The Barnyard Flea Market, unlike the elder statesman of Augusta's swap meet scene, has a shiny, new feel. Open and airy. No dark, grubby corners. And that's part of the problem for me. A little too antiseptic.

The Barnyard Restaurant, the culinary anchor of the flea market, is clean as the proverbial whistle, doing bountiful business under jolly, freshly painted murals promoting "HOT Dog and Ham Burger." Inside, a pair of lovebirds hover over matching chili dogs, an elderly couple in Rockports and Eddie Bauer apparel munch on grilled chicken sandwiches and the gals behind the counter cheerfully promote the special of the day - a bowl of chili and a BLT.

I buy a boat of crinkle cut fries for a buck, load them up with ketchup from a pristine bottle of Heinz and plop down on a bench near a group of old timers on banjo, guitar and washtub, knocking out a rousing version of Old Mountain Dew - ("My cousin Mort, he is sawed off and short, he measures a four foot two.
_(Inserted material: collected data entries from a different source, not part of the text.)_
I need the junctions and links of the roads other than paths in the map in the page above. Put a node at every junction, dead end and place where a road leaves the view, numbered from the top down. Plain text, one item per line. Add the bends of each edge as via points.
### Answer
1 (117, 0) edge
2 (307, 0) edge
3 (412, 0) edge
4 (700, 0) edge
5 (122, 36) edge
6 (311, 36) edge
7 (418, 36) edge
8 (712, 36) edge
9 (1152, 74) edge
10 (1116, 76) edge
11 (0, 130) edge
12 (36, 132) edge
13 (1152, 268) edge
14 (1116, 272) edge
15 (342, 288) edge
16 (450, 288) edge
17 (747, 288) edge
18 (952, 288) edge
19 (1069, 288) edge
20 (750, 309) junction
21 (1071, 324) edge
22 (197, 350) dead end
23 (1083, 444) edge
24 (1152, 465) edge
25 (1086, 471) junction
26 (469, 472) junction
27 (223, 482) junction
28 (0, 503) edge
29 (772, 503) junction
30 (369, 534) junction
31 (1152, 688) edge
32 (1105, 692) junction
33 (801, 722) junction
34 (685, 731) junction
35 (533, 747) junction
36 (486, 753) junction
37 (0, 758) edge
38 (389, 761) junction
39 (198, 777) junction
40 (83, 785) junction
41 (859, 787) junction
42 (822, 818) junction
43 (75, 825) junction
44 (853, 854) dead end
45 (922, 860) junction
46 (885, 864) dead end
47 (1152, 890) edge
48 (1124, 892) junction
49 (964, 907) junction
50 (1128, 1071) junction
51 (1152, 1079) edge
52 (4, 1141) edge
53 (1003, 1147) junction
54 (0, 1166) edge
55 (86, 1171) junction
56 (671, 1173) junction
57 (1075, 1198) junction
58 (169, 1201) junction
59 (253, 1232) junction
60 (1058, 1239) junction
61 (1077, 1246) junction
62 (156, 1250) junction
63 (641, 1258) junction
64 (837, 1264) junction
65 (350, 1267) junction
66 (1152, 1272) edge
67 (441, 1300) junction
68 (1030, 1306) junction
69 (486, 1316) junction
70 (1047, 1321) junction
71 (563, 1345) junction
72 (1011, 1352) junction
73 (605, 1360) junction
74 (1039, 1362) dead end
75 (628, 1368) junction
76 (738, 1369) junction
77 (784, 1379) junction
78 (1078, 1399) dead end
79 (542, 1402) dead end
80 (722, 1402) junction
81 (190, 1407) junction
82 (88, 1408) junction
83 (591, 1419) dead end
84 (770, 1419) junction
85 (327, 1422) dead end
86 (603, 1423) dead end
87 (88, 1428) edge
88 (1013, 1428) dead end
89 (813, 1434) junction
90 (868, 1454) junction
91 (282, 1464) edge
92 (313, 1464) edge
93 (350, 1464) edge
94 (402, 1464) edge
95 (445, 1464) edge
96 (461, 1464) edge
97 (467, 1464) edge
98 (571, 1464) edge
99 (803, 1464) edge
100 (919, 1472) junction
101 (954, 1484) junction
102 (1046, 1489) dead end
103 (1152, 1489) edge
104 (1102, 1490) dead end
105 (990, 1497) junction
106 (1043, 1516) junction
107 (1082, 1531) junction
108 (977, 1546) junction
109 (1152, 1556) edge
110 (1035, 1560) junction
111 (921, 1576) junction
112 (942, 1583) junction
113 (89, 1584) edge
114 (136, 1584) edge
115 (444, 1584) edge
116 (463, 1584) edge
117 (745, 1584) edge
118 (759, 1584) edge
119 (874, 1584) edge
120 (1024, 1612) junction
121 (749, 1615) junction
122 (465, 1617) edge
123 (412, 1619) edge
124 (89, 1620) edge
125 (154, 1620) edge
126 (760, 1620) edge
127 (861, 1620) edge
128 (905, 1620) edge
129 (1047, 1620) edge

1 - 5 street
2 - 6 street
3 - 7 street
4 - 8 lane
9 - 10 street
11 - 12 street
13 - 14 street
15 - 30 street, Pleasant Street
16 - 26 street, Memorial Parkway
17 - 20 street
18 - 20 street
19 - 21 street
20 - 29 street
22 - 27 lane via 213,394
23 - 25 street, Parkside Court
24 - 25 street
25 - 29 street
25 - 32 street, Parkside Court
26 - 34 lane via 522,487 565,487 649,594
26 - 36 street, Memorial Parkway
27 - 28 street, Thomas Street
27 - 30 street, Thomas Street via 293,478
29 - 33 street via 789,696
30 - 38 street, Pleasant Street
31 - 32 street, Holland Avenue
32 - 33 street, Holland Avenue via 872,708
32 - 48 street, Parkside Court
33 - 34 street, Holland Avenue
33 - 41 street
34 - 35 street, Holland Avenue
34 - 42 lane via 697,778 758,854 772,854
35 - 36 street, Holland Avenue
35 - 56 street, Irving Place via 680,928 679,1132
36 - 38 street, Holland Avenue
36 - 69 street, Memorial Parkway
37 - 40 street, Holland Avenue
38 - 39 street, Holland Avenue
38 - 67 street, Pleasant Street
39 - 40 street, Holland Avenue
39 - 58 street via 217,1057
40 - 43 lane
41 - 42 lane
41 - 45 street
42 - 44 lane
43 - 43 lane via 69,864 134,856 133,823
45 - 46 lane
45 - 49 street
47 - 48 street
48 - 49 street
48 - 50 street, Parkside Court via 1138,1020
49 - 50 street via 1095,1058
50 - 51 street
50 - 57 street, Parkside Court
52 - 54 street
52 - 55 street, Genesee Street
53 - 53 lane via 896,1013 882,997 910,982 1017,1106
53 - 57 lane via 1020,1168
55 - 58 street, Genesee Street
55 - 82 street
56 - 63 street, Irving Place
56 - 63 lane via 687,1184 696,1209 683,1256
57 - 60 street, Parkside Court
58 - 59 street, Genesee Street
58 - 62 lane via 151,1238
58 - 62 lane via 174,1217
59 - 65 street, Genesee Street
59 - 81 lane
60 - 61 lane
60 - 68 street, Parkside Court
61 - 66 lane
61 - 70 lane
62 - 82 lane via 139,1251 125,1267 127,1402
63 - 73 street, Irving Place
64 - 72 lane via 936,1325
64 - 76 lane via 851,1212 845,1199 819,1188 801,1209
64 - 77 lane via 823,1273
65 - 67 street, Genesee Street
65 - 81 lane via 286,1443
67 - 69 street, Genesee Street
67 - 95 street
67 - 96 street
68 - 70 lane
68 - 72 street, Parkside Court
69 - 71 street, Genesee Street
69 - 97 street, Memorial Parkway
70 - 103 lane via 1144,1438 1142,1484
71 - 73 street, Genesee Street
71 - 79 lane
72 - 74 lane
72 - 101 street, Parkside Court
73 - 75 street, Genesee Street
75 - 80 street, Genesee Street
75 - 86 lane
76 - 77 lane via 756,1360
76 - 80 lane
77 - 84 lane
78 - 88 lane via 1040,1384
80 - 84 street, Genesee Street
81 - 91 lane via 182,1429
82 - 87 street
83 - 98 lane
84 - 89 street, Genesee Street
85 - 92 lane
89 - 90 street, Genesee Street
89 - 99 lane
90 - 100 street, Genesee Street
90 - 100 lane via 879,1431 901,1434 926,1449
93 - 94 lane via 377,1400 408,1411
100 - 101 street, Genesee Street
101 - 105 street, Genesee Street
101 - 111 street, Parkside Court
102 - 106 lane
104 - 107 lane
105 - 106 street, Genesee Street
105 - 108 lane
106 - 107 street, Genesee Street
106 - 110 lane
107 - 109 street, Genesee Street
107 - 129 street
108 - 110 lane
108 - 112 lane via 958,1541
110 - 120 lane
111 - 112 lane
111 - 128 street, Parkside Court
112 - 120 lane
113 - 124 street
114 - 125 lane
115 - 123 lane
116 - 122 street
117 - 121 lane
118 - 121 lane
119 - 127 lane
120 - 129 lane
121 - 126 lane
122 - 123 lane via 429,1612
But he feels like a giant, when you give him a pint of that good ole mountain dew.") Egad! It's a Norman Rockwell painting come to life!

If I'm going to eat at the flea market (or the fair or from any variety of street vendor), I want grit. I want grimy condiment bottles. I want to flirt with digestive danger. "You mean we're not earthy enough for you," laughs my friend Jackie, who sells ornaments, picture frames and other small gift items at a perfectly meticulous stand at the Barnyard. Exactly, I say. "We'll never get there," she informs me, "if the folks who run this place keep cleaning the bathrooms in the middle of the day and blowing the trash off the walkways every evening."

I spy some people at the end of the shed row spitting boiled peanut shells on the ground. My eyebrow arches, but Jackie shakes her head. "Dang if they don't clean those up every day too."

But I'm holding out hope for the Barnyard Flea Market. At a stand just down the row from Jackie's, both new tools and dusty packages of Tabasco- flavored Slim Jim's were prominently displayed. Some folks were selling sacks of potatoes and onions out of the back of a decommissioned La-Z-Boy delivery truck. And a woman working in Jeanne's Place, an Asian-themed walk-up featuring egg rolls, bulgogi and pepper steak, was wearing worn out pink bedroom slippers. These are signs. Promising signs.